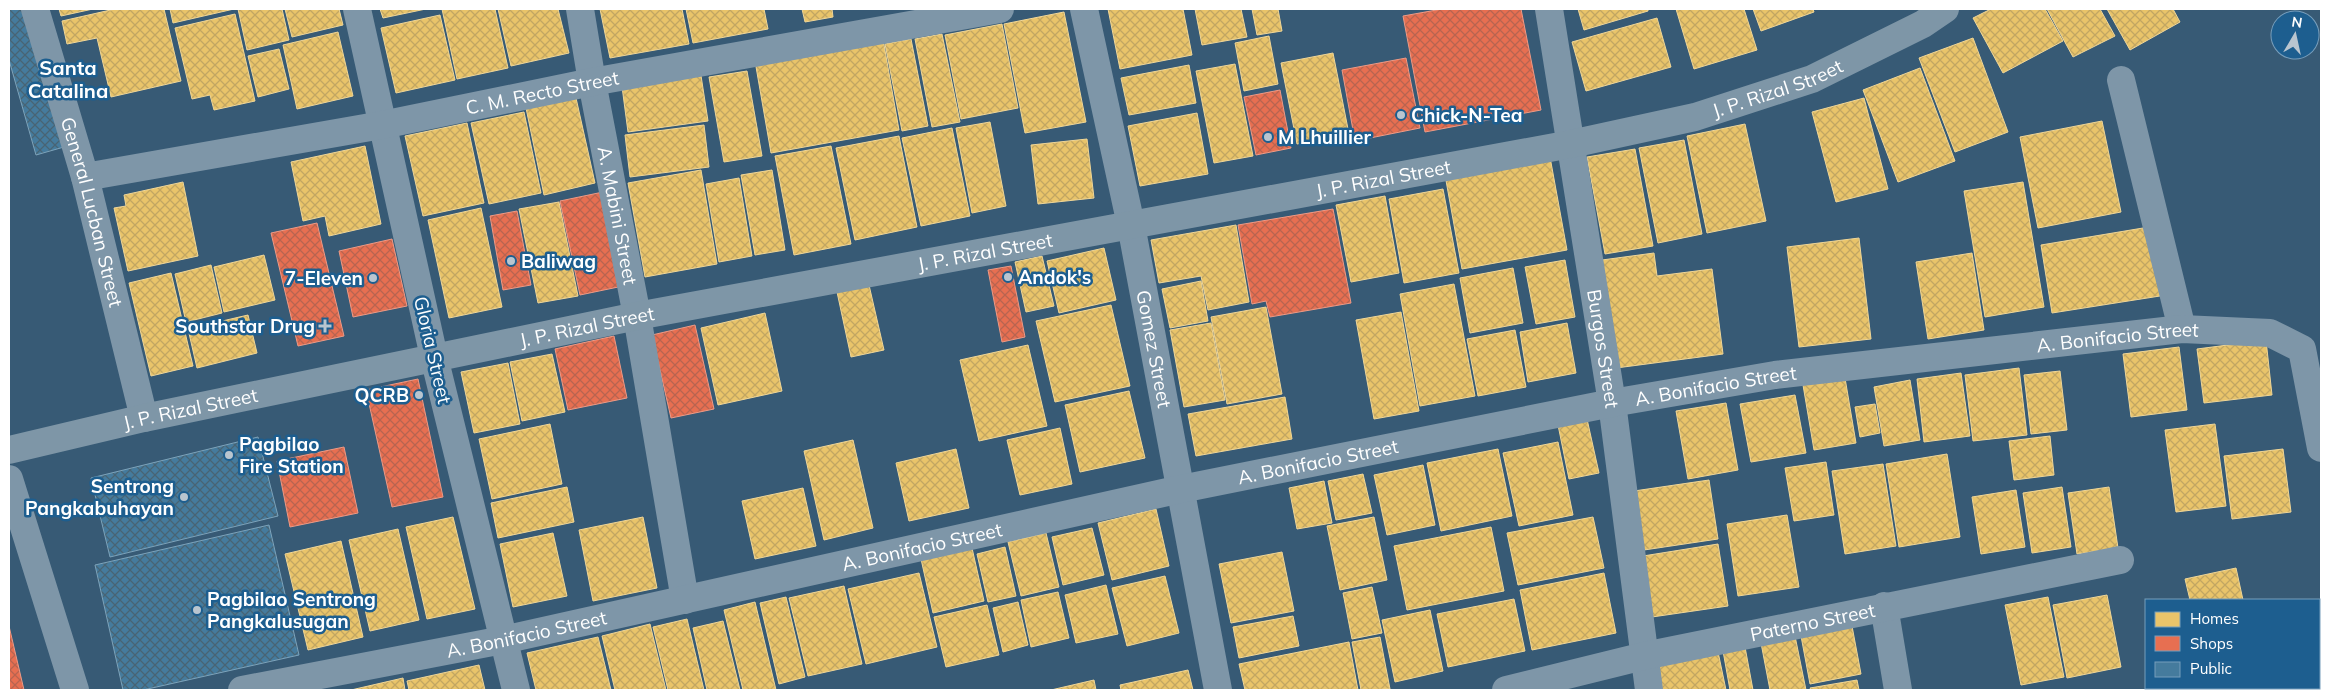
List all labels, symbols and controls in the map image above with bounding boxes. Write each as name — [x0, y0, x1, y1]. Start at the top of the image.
north arrow — [2270, 10, 2320, 60]
text: N — [2290, 12, 2304, 32]
street label: J. P. Rizal Street — [1709, 54, 1847, 123]
district label: Santa Catalina — [28, 55, 108, 103]
street label: C. M. Recto Street — [463, 65, 621, 120]
place label: Chick-N-Tea — [1411, 103, 1523, 127]
marker: Chick-N-Tea — [1395, 109, 1407, 121]
street label: General Lucban Street — [56, 114, 128, 310]
place label: M Lhuillier — [1278, 125, 1371, 149]
marker: M Lhuillier — [1262, 131, 1274, 143]
street label: A. Mabini Street — [593, 144, 643, 287]
street label: J. P. Rizal Street — [1314, 154, 1453, 203]
street label: J. P. Rizal Street — [915, 228, 1055, 276]
place label: Baliwag — [521, 249, 596, 273]
marker: Baliwag — [505, 255, 517, 267]
place label: Andok's — [1018, 265, 1091, 289]
place label: 7-Eleven — [285, 266, 363, 290]
marker: Andok's — [1002, 271, 1014, 283]
marker: 7-Eleven — [367, 272, 379, 284]
street label: Gomez Street — [1131, 288, 1177, 410]
street label: Burgos Street — [1582, 288, 1625, 410]
street label: Gloria Street — [409, 294, 457, 406]
street label: J. P. Rizal Street — [517, 301, 657, 352]
place label: Southstar Drug — [175, 314, 315, 338]
street label: A. Bonifacio Street — [2035, 317, 2200, 357]
marker: Southstar Drug — [319, 320, 331, 332]
street label: A. Bonifacio Street — [1633, 361, 1798, 411]
street label: J. P. Rizal Street — [121, 383, 260, 435]
place label: QCRB — [355, 383, 409, 407]
marker: QCRB — [413, 389, 425, 401]
place label: Pagbilao Fire Station — [239, 432, 344, 478]
street label: A. Bonifacio Street — [1236, 434, 1401, 489]
marker: Pagbilao Fire Station — [223, 449, 235, 461]
place label: Sentrong Pangkabuhayan — [25, 474, 174, 520]
marker: Sentrong Pangkabuhayan — [178, 491, 190, 503]
street label: A. Bonifacio Street — [840, 517, 1005, 576]
place label: Pagbilao Sentrong Pangkalusugan — [207, 587, 376, 633]
street label: Paterno Street — [1748, 598, 1877, 646]
legend — [2145, 599, 2320, 689]
marker: Pagbilao Sentrong Pangkalusugan — [191, 604, 203, 616]
street label: A. Bonifacio Street — [444, 605, 609, 663]
text: Homes — [2190, 609, 2239, 628]
text: Shops — [2190, 634, 2233, 653]
text: Public — [2190, 659, 2232, 678]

○ ○ ○ ○ ○

# How to complete this task
The preceding entries are to be returned verbatim, with every picture excluded.

# Task answer
List all labels, symbols and controls in the map image above with bounding boxes. Write each as name — [x0, y0, x1, y1]. Start at the top of the image.
north arrow — [2270, 10, 2320, 60]
text: N — [2290, 12, 2304, 32]
street label: J. P. Rizal Street — [1709, 54, 1847, 123]
district label: Santa Catalina — [28, 55, 108, 103]
street label: C. M. Recto Street — [463, 65, 621, 120]
place label: Chick-N-Tea — [1411, 103, 1523, 127]
marker: Chick-N-Tea — [1395, 109, 1407, 121]
street label: General Lucban Street — [56, 114, 128, 310]
place label: M Lhuillier — [1278, 125, 1371, 149]
marker: M Lhuillier — [1262, 131, 1274, 143]
street label: A. Mabini Street — [593, 144, 643, 287]
street label: J. P. Rizal Street — [1314, 154, 1453, 203]
street label: J. P. Rizal Street — [915, 228, 1055, 276]
place label: Baliwag — [521, 249, 596, 273]
marker: Baliwag — [505, 255, 517, 267]
place label: Andok's — [1018, 265, 1091, 289]
place label: 7-Eleven — [285, 266, 363, 290]
marker: Andok's — [1002, 271, 1014, 283]
marker: 7-Eleven — [367, 272, 379, 284]
street label: Gomez Street — [1131, 288, 1177, 410]
street label: Burgos Street — [1582, 288, 1625, 410]
street label: Gloria Street — [409, 294, 457, 406]
street label: J. P. Rizal Street — [517, 301, 657, 352]
place label: Southstar Drug — [175, 314, 315, 338]
street label: A. Bonifacio Street — [2035, 317, 2200, 357]
marker: Southstar Drug — [319, 320, 331, 332]
street label: A. Bonifacio Street — [1633, 361, 1798, 411]
street label: J. P. Rizal Street — [121, 383, 260, 435]
place label: QCRB — [355, 383, 409, 407]
marker: QCRB — [413, 389, 425, 401]
place label: Pagbilao Fire Station — [239, 432, 344, 478]
street label: A. Bonifacio Street — [1236, 434, 1401, 489]
marker: Pagbilao Fire Station — [223, 449, 235, 461]
place label: Sentrong Pangkabuhayan — [25, 474, 174, 520]
marker: Sentrong Pangkabuhayan — [178, 491, 190, 503]
street label: A. Bonifacio Street — [840, 517, 1005, 576]
place label: Pagbilao Sentrong Pangkalusugan — [207, 587, 376, 633]
street label: Paterno Street — [1748, 598, 1877, 646]
legend — [2145, 599, 2320, 689]
marker: Pagbilao Sentrong Pangkalusugan — [191, 604, 203, 616]
street label: A. Bonifacio Street — [444, 605, 609, 663]
text: Homes — [2190, 609, 2239, 628]
text: Shops — [2190, 634, 2233, 653]
text: Public — [2190, 659, 2232, 678]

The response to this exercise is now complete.